I'm also a huge fan of The Barefoot Contessa (though her personality, I think, is a little grating---what's with that laugh?); and the Two Fat Ladies, surely not for the food, but for the laughs.

But, in the interest of full disclosure, I must say that my real secret celebrity chef most-desirable is---(organ music plays): Martha Stewart...

Look, here's what I'm thinking. Yes, she's a bit frigid and a bit bitchy, but she knows an awful lot, she cooks really well, using the best ingredients, and if she becomes my indentured servant I can smack her around if she steps out of line. ("I asked for MEEERLOTTTT!" Whack!)
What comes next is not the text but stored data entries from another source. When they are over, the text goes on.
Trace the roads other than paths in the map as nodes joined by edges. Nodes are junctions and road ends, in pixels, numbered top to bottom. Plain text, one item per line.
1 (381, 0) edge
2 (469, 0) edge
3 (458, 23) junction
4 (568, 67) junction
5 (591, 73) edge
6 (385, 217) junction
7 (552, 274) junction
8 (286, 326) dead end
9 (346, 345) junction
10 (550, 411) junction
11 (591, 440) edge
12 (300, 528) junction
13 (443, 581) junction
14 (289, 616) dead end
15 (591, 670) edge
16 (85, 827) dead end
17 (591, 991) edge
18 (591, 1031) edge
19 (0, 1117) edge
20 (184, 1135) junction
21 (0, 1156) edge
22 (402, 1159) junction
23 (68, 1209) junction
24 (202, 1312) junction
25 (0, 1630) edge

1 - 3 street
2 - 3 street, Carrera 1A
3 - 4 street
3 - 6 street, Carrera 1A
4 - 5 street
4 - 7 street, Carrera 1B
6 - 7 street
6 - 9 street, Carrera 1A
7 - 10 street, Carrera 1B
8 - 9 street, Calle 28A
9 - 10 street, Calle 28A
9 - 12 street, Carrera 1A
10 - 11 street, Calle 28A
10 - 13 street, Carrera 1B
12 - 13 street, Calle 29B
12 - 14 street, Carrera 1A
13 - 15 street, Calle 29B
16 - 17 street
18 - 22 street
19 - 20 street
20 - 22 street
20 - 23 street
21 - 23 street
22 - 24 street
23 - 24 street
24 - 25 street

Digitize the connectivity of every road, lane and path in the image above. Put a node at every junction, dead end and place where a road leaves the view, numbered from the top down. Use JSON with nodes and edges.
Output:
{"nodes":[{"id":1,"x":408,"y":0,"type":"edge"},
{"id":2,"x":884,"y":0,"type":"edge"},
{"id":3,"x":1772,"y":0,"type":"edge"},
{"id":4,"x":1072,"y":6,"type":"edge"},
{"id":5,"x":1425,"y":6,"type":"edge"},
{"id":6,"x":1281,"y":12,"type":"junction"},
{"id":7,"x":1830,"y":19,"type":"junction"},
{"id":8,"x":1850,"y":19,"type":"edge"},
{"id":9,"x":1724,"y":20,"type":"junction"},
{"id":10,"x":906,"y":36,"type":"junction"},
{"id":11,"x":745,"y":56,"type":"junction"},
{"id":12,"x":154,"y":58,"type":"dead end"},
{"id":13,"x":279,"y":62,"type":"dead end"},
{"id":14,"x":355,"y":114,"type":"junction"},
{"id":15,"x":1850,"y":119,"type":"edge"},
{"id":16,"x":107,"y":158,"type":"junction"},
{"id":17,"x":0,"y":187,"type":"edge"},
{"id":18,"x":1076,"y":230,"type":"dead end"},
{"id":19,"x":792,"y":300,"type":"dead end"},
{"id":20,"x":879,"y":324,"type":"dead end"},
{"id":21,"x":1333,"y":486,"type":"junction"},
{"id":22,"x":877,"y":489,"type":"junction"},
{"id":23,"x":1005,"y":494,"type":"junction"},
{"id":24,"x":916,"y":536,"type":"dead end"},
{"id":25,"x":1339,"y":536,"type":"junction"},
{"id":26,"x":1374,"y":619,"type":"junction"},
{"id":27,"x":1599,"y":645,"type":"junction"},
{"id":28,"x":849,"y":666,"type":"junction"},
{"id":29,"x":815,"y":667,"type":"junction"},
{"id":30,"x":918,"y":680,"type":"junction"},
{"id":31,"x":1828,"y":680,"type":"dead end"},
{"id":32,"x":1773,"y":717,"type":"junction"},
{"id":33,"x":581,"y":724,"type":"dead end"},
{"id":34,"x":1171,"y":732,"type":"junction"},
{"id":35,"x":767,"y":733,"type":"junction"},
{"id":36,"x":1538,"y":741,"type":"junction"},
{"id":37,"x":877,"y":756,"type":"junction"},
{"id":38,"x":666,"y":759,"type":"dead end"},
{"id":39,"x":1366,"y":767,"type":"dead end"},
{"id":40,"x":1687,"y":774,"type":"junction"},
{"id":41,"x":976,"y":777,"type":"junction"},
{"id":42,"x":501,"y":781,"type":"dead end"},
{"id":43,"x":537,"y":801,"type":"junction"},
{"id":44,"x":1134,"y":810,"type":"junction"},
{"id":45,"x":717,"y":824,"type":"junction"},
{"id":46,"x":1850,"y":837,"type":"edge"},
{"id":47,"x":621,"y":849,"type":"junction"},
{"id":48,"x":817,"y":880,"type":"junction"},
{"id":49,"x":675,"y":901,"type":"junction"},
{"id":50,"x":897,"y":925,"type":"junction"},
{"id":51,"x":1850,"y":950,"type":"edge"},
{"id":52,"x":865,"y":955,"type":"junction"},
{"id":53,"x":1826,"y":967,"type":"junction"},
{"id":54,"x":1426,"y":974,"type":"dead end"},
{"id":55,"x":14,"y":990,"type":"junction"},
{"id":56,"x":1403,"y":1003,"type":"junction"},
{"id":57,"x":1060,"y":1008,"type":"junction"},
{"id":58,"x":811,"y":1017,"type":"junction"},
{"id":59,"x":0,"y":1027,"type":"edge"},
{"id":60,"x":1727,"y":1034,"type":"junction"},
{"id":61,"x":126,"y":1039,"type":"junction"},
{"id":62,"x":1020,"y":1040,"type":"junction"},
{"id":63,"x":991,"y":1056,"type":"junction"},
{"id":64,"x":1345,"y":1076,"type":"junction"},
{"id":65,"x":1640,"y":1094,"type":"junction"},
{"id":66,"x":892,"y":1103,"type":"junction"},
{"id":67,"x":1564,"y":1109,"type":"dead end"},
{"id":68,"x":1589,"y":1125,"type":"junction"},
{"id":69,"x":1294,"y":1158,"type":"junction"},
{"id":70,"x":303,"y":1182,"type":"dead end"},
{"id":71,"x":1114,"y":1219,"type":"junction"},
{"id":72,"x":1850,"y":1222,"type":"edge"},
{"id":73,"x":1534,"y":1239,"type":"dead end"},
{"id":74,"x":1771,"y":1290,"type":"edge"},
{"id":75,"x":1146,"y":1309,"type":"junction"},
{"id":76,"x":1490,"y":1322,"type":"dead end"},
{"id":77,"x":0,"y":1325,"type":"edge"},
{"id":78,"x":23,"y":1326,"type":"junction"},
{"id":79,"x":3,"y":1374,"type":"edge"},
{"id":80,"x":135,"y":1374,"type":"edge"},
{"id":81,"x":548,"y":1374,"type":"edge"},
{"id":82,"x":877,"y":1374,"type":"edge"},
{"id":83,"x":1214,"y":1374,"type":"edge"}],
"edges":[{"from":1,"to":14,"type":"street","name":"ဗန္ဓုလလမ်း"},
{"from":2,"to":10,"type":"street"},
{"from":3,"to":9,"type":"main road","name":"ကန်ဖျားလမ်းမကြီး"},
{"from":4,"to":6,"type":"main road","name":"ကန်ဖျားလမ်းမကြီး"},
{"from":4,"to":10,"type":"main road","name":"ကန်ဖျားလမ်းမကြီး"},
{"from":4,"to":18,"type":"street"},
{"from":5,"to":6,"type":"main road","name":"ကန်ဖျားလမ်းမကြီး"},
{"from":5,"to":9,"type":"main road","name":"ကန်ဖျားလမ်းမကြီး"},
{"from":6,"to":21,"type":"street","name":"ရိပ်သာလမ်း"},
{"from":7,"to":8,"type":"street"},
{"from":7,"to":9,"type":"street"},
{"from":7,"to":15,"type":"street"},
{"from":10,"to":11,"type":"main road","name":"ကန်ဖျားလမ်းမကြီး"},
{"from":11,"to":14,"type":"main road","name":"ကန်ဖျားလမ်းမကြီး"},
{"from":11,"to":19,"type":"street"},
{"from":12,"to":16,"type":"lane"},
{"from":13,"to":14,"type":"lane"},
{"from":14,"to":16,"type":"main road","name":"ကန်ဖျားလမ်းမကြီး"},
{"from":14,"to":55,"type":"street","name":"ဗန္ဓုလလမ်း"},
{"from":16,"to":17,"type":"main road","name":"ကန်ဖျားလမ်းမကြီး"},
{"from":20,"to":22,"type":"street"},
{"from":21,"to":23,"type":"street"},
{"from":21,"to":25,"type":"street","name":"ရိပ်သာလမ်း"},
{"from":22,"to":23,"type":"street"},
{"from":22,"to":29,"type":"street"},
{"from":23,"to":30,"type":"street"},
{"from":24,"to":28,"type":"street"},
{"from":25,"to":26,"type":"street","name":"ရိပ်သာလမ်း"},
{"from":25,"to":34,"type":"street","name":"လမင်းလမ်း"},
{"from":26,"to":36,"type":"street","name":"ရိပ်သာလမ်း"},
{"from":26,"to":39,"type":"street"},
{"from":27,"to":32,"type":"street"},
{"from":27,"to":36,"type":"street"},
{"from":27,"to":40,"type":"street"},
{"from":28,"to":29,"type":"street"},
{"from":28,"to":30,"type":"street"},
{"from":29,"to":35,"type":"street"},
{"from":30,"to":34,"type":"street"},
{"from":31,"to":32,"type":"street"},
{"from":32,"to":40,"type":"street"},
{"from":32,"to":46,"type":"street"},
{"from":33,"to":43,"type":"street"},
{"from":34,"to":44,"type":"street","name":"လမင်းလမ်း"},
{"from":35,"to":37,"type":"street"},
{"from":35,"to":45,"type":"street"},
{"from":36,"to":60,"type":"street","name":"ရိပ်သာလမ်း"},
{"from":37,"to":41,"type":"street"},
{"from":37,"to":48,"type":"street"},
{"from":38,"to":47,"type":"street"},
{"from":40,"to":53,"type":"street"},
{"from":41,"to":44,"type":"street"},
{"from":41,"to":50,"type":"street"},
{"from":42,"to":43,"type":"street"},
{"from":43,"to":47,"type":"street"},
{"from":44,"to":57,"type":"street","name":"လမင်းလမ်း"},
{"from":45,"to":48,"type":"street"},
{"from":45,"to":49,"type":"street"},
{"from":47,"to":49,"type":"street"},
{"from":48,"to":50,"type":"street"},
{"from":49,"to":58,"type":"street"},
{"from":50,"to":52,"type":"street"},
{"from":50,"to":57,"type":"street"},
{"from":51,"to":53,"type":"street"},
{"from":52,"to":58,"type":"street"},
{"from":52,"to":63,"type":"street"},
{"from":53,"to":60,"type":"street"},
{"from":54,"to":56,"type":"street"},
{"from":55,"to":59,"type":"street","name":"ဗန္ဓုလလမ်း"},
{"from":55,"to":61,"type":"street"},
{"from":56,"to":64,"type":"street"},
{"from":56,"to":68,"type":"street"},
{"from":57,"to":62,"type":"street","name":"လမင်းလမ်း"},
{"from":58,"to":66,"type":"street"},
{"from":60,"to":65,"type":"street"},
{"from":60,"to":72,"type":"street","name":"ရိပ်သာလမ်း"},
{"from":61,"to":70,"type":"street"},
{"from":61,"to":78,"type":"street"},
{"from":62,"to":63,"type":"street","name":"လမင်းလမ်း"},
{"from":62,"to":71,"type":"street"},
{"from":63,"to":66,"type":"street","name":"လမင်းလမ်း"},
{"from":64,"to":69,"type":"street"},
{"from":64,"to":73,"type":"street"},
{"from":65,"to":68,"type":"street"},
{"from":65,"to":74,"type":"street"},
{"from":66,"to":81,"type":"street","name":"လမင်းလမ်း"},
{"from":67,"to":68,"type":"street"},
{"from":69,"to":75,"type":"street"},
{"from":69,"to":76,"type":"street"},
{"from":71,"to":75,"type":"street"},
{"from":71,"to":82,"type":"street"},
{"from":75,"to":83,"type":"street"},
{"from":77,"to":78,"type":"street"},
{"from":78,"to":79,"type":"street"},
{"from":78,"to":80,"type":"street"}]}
Oh, but in terms of kitchen company, I'd like no one better than Calvin Trillin to chomp along with me. I'm just about to finish his new book ("Feeding A Yen") right now. Bon Apetit!
posted by adrober at 5:17 PM on June 29, 2003


Right on, adrober. Calvin Trillin is the MAN. (Have you read the rest of the "Tummy Trilogy"?) Ever since moving to New York a year ago, I've had to restrain my desire to send him a letter in which I would offer to make a donation to the charity of his choice in exchange for his leading me on an eating tour of Chinatown.
posted by Vidiot at 6:36 PM on June 29, 2003


Vidiot! You totally missed your opportunity! Calvin Trillin led a tour last year at The New Yorker Festival! Aw, well, maybe he'll do it again next year.
posted by adrober at 11:10 PM on June 29, 2003


Blast. I was out of town that weekend last year, and I just realized (d'oh!) that I'll be out of town that weekend this year as well. (the ONE time I actually plan something more than a month ahead, it ends up coinciding with the other thing I want to do more than a month from now. Sigh.)
posted by Vidiot at 2:09 AM on June 30, 2003


Martha Stewart couldn't cook her way out of a paper bag. Without her army of stylists and cooks, she'd be nowhere.

Plus, she's responsible for a wealth of misinformation.

Shameless self-promoter? Yes. Good businesswoman? Undoubtedly. Good chef? Forget it.
posted by crunchland at 2:18 AM on June 30, 2003


I'm so glad there are other Alton Brown fans out there.